Можно представить себе изумление Верлена и последовавшую за этим вспышку ярости. Разбушевавшись, он выставил воровку за дверь, угрожая спустить ее с лестницы. Консьержка, испуганная ссорой, вызвала полицию: разъяренного Верлена отвели в участок. «Я — человек, который с триумфом вернулся из Голландии, — с горечью замечает он, — человек, которого бурно приветствовали там, за границей, и я попадаю в полицейский участок на следующий же день после возвращения, даже не выпив ни капли». Это был страшный удар. С диким остановившимся взглядом Верлен блуждал по улицам, как лунатик, неожиданно останавливаясь, чтобы обругать воображаемых прохожих или постучать палкой по тротуару. Этой же палкой он колотил стаканы мирных посетителей кафе.
— Он сумасшедший. Его надо отправить в психушку! — раздавалось вокруг.
— В психушку? Да это же моя мечта, — заявил Верлен Казальсу, — устрой меня туда.
Он уже видел себя в маленьком домике, одиноко стоящем посреди парка, неизлечимо больного, но безобидного, так что ему разрешают принимать посетителей.
— Ах, — говорил он, — какая будет замечательная визитная карточка:
Естественно, что в доме по улице Фоссе-Сен-Жак он больше не появлялся. Никто не знал, где он бродит. Верлен распространил слух, что он подал жалобу в прокуратуру, но сомнительно, чтобы это было правдой. Верлен знал, что попытка возбудить дело обречена на провал, ведь потаскушка уже наверняка передала деньги сообщнику. Газеты тут же накинулись на эту новость. В «Журналь» от 1 декабря 1892 года можно было прочесть заметку под ироническим названием «Верлен-заимодавец».
«Поэт Поль Верлен в письме, адресованном прокурору Республики, подал в суд на некую Берту Н… которая, по его словам, обманным путем выманила у него сначала 600 франков, а затем еще 300. Ведется следствие.
Какой про это можно было бы написать роман! Да их уже не читают, увы».
Из-за своего исчезновения Верлен потерял ренту, которую обеспечивали его друзья (в среднем 140 франков в месяц, итого 1114 франков, считая с марта).

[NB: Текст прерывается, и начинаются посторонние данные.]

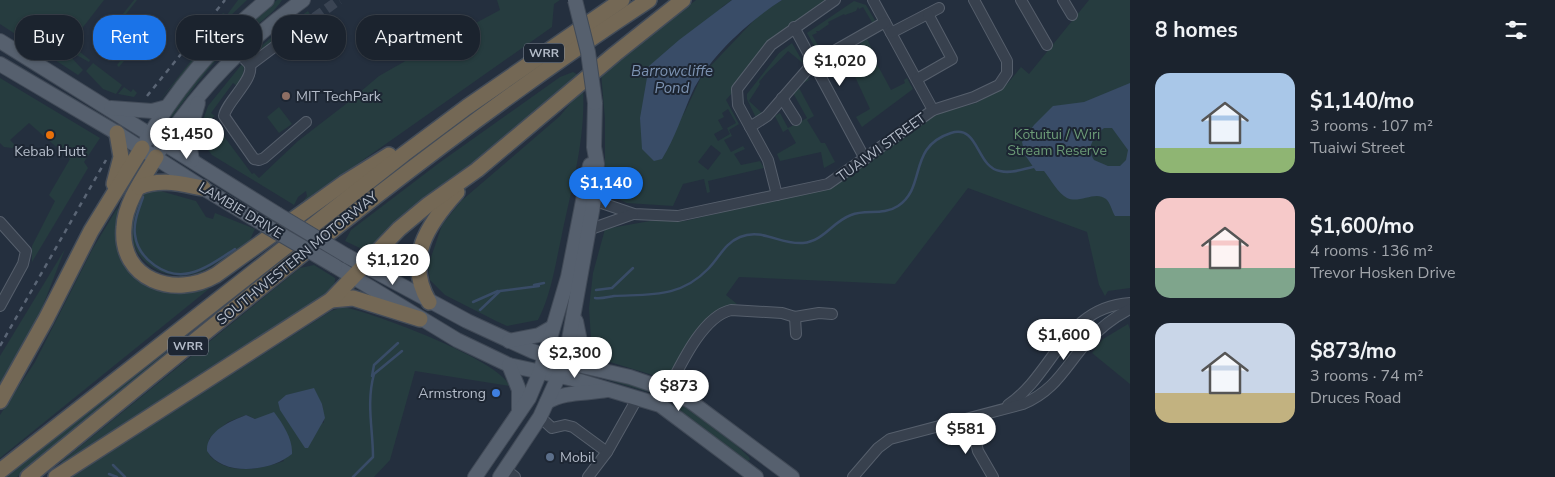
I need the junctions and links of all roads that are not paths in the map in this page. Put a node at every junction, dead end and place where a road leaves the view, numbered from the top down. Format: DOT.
graph roads {
  1 [pos="267,0"];
  2 [pos="284,0"];
  3 [pos="302,0"];
  4 [pos="575,0"];
  5 [pos="622,0"];
  6 [pos="649,0"];
  7 [pos="683,0"];
  8 [pos="835,0"];
  9 [pos="873,0"];
  10 [pos="1021,0"];
  11 [pos="1063,0"];
  12 [pos="976,1"];
  13 [pos="939,8"];
  14 [pos="928,14"];
  15 [pos="277,15"];
  16 [pos="282,15"];
  17 [pos="1072,15"];
  18 [pos="885,22"];
  19 [pos="272,23"];
  20 [pos="794,27"];
  21 [pos="262,32"];
  22 [pos="891,33"];
  23 [pos="0,42"];
  24 [pos="1047,45"];
  25 [pos="272,48"];
  26 [pos="231,60"];
  27 [pos="245,60"];
  28 [pos="813,63"];
  29 [pos="0,64"];
  30 [pos="250,65"];
  31 [pos="916,79"];
  32 [pos="204,89"];
  33 [pos="782,98"];
  34 [pos="467,106"];
  35 [pos="167,107"];
  36 [pos="108,108"];
  37 [pos="934,110"];
  38 [pos="796,120"];
  39 [pos="306,122"];
  40 [pos="750,127"];
  41 [pos="117,133"];
  42 [pos="150,134"];
  43 [pos="164,143"];
  44 [pos="142,148"];
  45 [pos="156,157"];
  46 [pos="865,159"];
  47 [pos="192,160"];
  48 [pos="476,170"];
  49 [pos="139,187"];
  50 [pos="203,188"];
  51 [pos="777,195"];
  52 [pos="111,198"];
  53 [pos="589,198"];
  54 [pos="634,214"];
  55 [pos="0,222"];
  56 [pos="588,230"];
  57 [pos="364,265"];
  58 [pos="352,277"];
  59 [pos="331,300"];
  60 [pos="429,302"];
  61 [pos="1130,304"];
  62 [pos="0,306"];
  63 [pos="1130,309"];
  64 [pos="574,312"];
  65 [pos="832,314"];
  66 [pos="796,317"];
  67 [pos="420,319"];
  68 [pos="553,327"];
  69 [pos="1072,330"];
  70 [pos="796,334"];
  71 [pos="509,341"];
  72 [pos="1087,343"];
  73 [pos="545,356"];
  74 [pos="565,362"];
  75 [pos="509,365"];
  76 [pos="591,367"];
  77 [pos="540,372"];
  78 [pos="558,376"];
  79 [pos="610,390"];
  80 [pos="668,390"];
  81 [pos="638,397"];
  82 [pos="0,401"];
  83 [pos="547,402"];
  84 [pos="660,405"];
  85 [pos="1000,410"];
  86 [pos="519,413"];
  87 [pos="540,417"];
  88 [pos="970,418"];
  89 [pos="607,452"];
  90 [pos="770,460"];
  91 [pos="0,471"];
  92 [pos="507,474"];
  93 [pos="28,477"];
  94 [pos="56,477"];
  95 [pos="475,477"];
  96 [pos="588,477"];
  97 [pos="757,477"];
  98 [pos="792,477"];
  99 [pos="853,477"];
  100 [pos="993,477"];
  1 -- 35 [label="main road"];
  2 -- 15 [label="main road"];
  3 -- 16 [label="main road"];
  4 -- 53 [label="main road, bridge"];
  5 -- 34 [label="highway, SOUTHWESTERN MOTORWAY / WRR"];
  6 -- 93 [label="highway, SOUTHWESTERN MOTORWAY / WRR"];
  7 -- 48 [label="highway"];
  8 -- 20 [label="street"];
  9 -- 18 [label="street"];
  10 -- 24 [label="street"];
  11 -- 17 [label="street"];
  12 -- 37 [label="street, TUAIWI STREET"];
  13 -- 14 [label="street"];
  14 -- 22 [label="street"];
  14 -- 31 [label="street"];
  18 -- 22 [label="street"];
  18 -- 28 [label="street"];
  19 -- 21 [label="main road"];
  20 -- 28 [label="street"];
  20 -- 40 [label="street"];
  22 -- 31 [label="street"];
  23 -- 36 [label="main road, LAMBIE DRIVE"];
  25 -- 30 [label="street"];
  26 -- 32 [label="main road"];
  27 -- 30 [label="street"];
  28 -- 33 [label="street"];
  28 -- 46 [label="street"];
  29 -- 41 [label="main road, LAMBIE DRIVE"];
  30 -- 39 [label="street"];
  31 -- 37 [label="street"];
  32 -- 43 [label="main road"];
  32 -- 47 [label="main road"];
  33 -- 38 [label="street"];
  33 -- 40 [label="street"];
  34 -- 49 [label="highway"];
  34 -- 91 [label="highway, SOUTHWESTERN MOTORWAY / WRR"];
  35 -- 36 [label="main road"];
  35 -- 42 [label="main road"];
  36 -- 42 [label="main road, LAMBIE DRIVE"];
  37 -- 46 [label="street, TUAIWI STREET"];
  40 -- 51 [label="street"];
  41 -- 44 [label="main road, LAMBIE DRIVE"];
  41 -- 52 [label="highway"];
  42 -- 43 [label="main road, LAMBIE DRIVE"];
  42 -- 44 [label="main road"];
  43 -- 45 [label="main road"];
  43 -- 47 [label="main road, LAMBIE DRIVE"];
  44 -- 45 [label="main road, LAMBIE DRIVE"];
  44 -- 52 [label="highway"];
  45 -- 49 [label="highway"];
  45 -- 50 [label="main road, LAMBIE DRIVE"];
  46 -- 51 [label="street, TUAIWI STREET"];
  47 -- 57 [label="main road, LAMBIE DRIVE, bridge"];
  48 -- 57 [label="highway"];
  48 -- 60 [label="highway"];
  49 -- 50 [label="highway"];
  50 -- 58 [label="main road, LAMBIE DRIVE, bridge"];
  51 -- 54 [label="street, TUAIWI STREET"];
  52 -- 82 [label="highway"];
  53 -- 54 [label="street, TUAIWI STREET"];
  53 -- 56 [label="main road"];
  53 -- 68 [label="main road"];
  54 -- 56 [label="street, TUAIWI STREET"];
  55 -- 62 [label="street"];
  56 -- 64 [label="main road"];
  57 -- 58 [label="highway"];
  57 -- 60 [label="main road, LAMBIE DRIVE"];
  58 -- 59 [label="highway"];
  58 -- 67 [label="main road, LAMBIE DRIVE"];
  59 -- 67 [label="highway"];
  59 -- 94 [label="highway"];
  60 -- 71 [label="main road, LAMBIE DRIVE"];
  61 -- 69 [label="street"];
  63 -- 72 [label="street"];
  64 -- 74 [label="main road"];
  64 -- 76 [label="main road"];
  65 -- 66 [label="street"];
  66 -- 70 [label="street"];
  66 -- 80 [label="street"];
  67 -- 75 [label="main road, LAMBIE DRIVE"];
  68 -- 71 [label="main road"];
  68 -- 73 [label="main road"];
  69 -- 72 [label="street"];
  69 -- 85 [label="street"];
  71 -- 73 [label="main road, LAMBIE DRIVE"];
  72 -- 85 [label="street"];
  73 -- 74 [label="main road, LAMBIE DRIVE"];
  73 -- 77 [label="main road"];
  74 -- 76 [label="main road, LAMBIE DRIVE"];
  74 -- 78 [label="main road"];
  75 -- 77 [label="main road, LAMBIE DRIVE"];
  75 -- 86 [label="main road"];
  76 -- 80 [label="main road, LAMBIE DRIVE"];
  77 -- 78 [label="main road, LAMBIE DRIVE"];
  77 -- 86 [label="main road"];
  78 -- 79 [label="main road, LAMBIE DRIVE"];
  78 -- 83 [label="main road"];
  79 -- 81 [label="main road, LAMBIE DRIVE"];
  79 -- 83 [label="main road"];
  80 -- 84 [label="street"];
  80 -- 90 [label="main road, LAMBIE DRIVE"];
  81 -- 84 [label="main road, LAMBIE DRIVE"];
  81 -- 89 [label="street"];
  83 -- 87 [label="main road"];
  84 -- 97 [label="main road, LAMBIE DRIVE"];
  85 -- 88 [label="street"];
  86 -- 95 [label="main road"];
  87 -- 89 [label="street"];
  87 -- 92 [label="main road"];
  88 -- 99 [label="street"];
  88 -- 100 [label="street"];
  89 -- 96 [label="street"];
  90 -- 97 [label="main road"];
  90 -- 98 [label="main road, LAMBIE DRIVE"];
}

И действительно, в конце ноября уже никто не мог найти поэта и передать ему деньги за месяц. Было отчего прийти в отчаяние последним преданным ему людям. С 25 декабря подписка была закрыта.

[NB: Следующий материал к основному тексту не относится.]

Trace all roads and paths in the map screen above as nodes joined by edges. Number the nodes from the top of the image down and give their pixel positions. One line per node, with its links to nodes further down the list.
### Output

Верлен пришел в себя через месяц после происшествия. С помощью счета удалось установить, что он снова поселился в отеле «Монпелье», откуда, вероятно, уже уехали Лакан и красавица Эстер. Вот этот документ:
«Отель Монпелье
Полный пансион и дежурное блюдо
Дом Бенар
Господин Верлен поселился 3 декабря 1892 года на улице Декарта, дом 18, в номере 16 за 16 франков в месяц. 3 месяца: с декабря по март 1893 года.
Итого: 48 франков…»[660]
Эжени смогла его там отыскать и объяснила ему, что украсть деньги могла только Эстер — она проникла к ней в квартиру и все перерыла. Что самое невероятное, Верлен проглотил наживку. 10 декабря он сообщил Зилкену: «Тщательное расследование показало, что я ошибся в первоначальных выводах, и теперь я снова живу на улице Фоссе-Сен-Жак». Расследование конечно же ограничилось умозаключениями Эжени, видевшей у соперницы новые туалеты.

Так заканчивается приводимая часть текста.